Redux: The Wizard is still dead, but the world has fallen apart
The piece below first ran four years ago tomorrow, January 4, 2020. Four years ago today, January 3, 2020, Donald Trump ordered a drone strike to take out the mastermind of Iranian terrorism in the Middle East, Maj. Gen. Qadam Soleimani. The dire predictions of the naysayers at the time never came to pass, and in recent decades the world has never been more secure than it was on January 4, 2020.
Compare the world on the day after Soleimani’s assassination with the world today. Afghanistan was not run by the Taliban terrorists. Putin’s Russia had not launched its murderous invasion of Ukraine. Hamas had not conducted its vile rape and slaughter of innocent Israelis, and Israel had not been forced to root out the Hamas terrorist leadership through a brutal war in Gaza. The Houti rebels in Yemen, inexplicably removed by Biden from the terrorist list, were not attacking civilian shipping or U.S. naval vessels in the Red Sea. The Abraham Accords were in process to bring peace to the Middle East. China was not openly talking about invading Taiwan. North Korea was talking more and flexing its threatening muscles less. And a villainous Iran was largely contained.
In the three years that the feckless Joe Biden has been in office, all that has been undone, and the world is arguably in a more perilous state than it has been since at least the end of the Cold War. Extending the weakness of the Obama years, with the same misguided so-called “security” team pushing Biden’s buttons, the U.S. has lost its hard-won position as the ornery bear the bad actors of the world were afraid to poke.
The bombings in Iran today that killed more than 100 and injured more than 200 of those going to pay their respects to the deceased Soleimani have all the marks of a terrorist attack. Ex-CIA officer Daniel Hoffman, in an interview earlier today with radio and TV personality Brian Kilmeade, expressed the view that it was probably either al Qaeda or ISIS, both Sunni terrorist groups, providing pay back to Shiite Iran. The internecine tit-for-tats go on as a subset of the bigger world conflicts. It’s not just the U.S. or the West that have legitimate scores to settle with Iran.
It’s more than sad, but extraordinarily tragic and costly in lives and peace, that the lessons of the Soleimani assassination have been forgotten or, more to the point, never learned by the appeasers of this administration. Sensible people can draw comparisons between what works and what doesn’t. But blinded by their ideology and a misguided world view, these people never learn.
Here is my piece from January 4, 2020:
Ding-Dong! The Wizard is Dead
In the 1939 classic film The Wizard of Oz, the Wicked Witch of the East is killed when Dorothy’s house, spirited off to Oz from Kansas by a cyclone, lands on her. In 2020 real life, the Wicked Wizard of the East, Iranian Maj. Gen. Qasam Soleimani, was killed when he came into the crosshairs of an American drone flying over Baghdad’s international airport in Iraq. Ding-dong! The wizard is dead.

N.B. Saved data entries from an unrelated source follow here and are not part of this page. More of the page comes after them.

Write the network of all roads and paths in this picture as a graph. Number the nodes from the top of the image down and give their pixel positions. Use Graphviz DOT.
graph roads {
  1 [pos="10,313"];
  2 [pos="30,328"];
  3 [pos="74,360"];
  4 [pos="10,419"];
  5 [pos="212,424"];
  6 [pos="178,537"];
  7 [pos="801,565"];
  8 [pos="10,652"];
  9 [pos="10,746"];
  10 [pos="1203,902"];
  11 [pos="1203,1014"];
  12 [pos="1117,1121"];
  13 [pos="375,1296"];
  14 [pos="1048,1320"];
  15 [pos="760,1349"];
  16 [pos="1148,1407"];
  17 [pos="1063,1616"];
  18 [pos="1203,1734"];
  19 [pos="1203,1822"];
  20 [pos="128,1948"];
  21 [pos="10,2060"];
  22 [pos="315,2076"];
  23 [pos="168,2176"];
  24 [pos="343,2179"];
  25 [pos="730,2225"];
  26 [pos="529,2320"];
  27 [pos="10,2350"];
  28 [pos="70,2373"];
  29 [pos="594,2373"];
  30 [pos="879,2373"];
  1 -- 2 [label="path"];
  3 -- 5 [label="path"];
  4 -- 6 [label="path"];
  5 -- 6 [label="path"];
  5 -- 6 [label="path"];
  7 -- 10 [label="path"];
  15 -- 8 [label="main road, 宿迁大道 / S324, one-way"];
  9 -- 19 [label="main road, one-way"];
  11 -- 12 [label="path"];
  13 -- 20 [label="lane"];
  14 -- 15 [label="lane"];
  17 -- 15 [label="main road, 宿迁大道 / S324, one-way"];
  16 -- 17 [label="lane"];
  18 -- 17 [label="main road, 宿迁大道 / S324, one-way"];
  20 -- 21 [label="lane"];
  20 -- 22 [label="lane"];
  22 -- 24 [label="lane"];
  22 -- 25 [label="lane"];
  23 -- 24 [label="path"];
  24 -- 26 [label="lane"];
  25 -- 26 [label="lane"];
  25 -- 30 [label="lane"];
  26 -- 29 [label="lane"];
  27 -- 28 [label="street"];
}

As the Munchkin Coroner states in the 1939 film, “As Coroner, I must aver I thoroughly examined her, and she’s not only merely dead, she’s really, most sincerely dead.”
Ditto for Soleimani.
Just as the Munchkins rejoiced at seeing the wicked witch’s stockinged feet protruding from under Dorothy’s transplanted house, there is grounds to celebrate the demise of Soleimani, the head of Iran’s deadly Quds Force. Unfortunately, the figurative kingdom is rife with naysayers and handwringers, and political divisiveness seems ever-ready in contemporary America to overcome any shared sense of victory.
While it is Pollyannish to expect that there won’t be some consequences in the targeting of Soleimani, regarded as the second most powerful figure in Iran’s arcane political structure, it is just as Pollyannish to think that there wouldn’t be consequences were he still alive and having breakfast this morning on Al Rasheed Street in downtown Baghdad.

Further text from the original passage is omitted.